Background: The 65-kD isoform of glutamic acid decarboxylase (GAD65) is a major autoantigen in type 1 diabetes. We hypothesized that alum-formulated GAD65 (GAD-alum) can preserve beta-cell function in patients with recent-onset type 1 diabetes.
Methods: We studied 334 patients, 10 to 20 years of age, with type 1 diabetes, fasting C-peptide levels of more than 0.3 ng per milliliter (0.1 nmol per liter), and detectable serum GAD65 autoantibodies. Within 3 months after diagnosis, patients were randomly assigned to receive one of three study treatments: four doses of GAD-alum, two doses of GAD-alum followed by two doses of placebo, or four doses of placebo. The primary outcome was the change in the stimulated serum C-peptide level (after a mixed-meal tolerance test) between the baseline visit and the 15-month visit. Secondary outcomes included the glycated hemoglobin level, mean daily insulin dose, rate of hypoglycemia, and fasting and maximum stimulated C-peptide levels.

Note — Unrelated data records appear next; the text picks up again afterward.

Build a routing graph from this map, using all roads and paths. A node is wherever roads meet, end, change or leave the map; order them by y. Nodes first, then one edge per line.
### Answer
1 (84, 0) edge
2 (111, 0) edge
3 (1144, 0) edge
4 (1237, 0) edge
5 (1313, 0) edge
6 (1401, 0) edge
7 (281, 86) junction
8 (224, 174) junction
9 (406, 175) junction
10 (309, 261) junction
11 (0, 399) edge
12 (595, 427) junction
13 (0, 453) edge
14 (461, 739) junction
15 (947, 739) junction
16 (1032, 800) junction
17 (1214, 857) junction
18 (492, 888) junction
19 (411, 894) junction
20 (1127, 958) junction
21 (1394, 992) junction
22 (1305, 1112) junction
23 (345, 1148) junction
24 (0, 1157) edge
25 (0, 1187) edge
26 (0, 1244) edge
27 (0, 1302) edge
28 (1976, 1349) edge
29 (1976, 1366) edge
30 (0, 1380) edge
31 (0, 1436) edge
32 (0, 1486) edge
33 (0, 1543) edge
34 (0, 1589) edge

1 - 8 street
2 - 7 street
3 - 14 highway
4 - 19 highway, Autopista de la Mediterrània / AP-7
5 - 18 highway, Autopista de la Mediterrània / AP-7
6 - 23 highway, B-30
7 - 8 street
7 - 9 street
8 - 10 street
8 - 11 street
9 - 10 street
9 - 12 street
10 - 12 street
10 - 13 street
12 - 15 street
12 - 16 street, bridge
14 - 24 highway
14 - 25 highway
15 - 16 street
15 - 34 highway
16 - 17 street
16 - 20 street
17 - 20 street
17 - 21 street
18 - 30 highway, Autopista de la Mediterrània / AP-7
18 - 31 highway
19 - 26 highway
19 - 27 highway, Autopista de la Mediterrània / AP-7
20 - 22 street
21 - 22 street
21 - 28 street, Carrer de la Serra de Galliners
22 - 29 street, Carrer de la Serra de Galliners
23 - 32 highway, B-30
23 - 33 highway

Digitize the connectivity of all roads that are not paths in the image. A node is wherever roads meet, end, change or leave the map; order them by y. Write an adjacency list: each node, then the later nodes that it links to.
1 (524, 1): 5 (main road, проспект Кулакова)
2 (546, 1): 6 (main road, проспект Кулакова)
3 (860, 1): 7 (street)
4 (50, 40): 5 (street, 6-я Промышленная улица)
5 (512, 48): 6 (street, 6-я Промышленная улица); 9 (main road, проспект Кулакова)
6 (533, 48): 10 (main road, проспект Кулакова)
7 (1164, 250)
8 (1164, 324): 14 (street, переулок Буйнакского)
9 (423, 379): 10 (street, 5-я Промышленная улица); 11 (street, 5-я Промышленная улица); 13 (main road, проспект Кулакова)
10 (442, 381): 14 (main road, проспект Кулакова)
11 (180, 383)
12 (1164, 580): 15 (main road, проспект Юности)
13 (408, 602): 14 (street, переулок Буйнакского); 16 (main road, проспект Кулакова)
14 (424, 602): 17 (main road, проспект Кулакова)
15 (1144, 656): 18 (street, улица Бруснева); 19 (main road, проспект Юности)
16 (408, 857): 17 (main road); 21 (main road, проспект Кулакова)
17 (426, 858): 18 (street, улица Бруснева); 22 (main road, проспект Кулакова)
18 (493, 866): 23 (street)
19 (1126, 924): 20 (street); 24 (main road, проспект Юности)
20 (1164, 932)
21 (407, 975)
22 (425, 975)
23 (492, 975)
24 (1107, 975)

Results: The stimulated C-peptide level declined to a similar degree in all study groups, and the primary outcome at 15 months did not differ significantly between the combined active-drug groups and the placebo group (P=0.10). The use of GAD-alum as compared with placebo did not affect the insulin dose, glycated hemoglobin level, or hypoglycemia rate. Adverse events were infrequent and mild in the three groups, with no significant differences.
Conclusions: Treatment with GAD-alum did not significantly reduce the loss of stimulated C peptide or improve clinical outcomes over a 15-month period. (Funded by Diamyd Medical and the Swedish Child Diabetes Foundation; ClinicalTrials.gov number, NCT00723411.).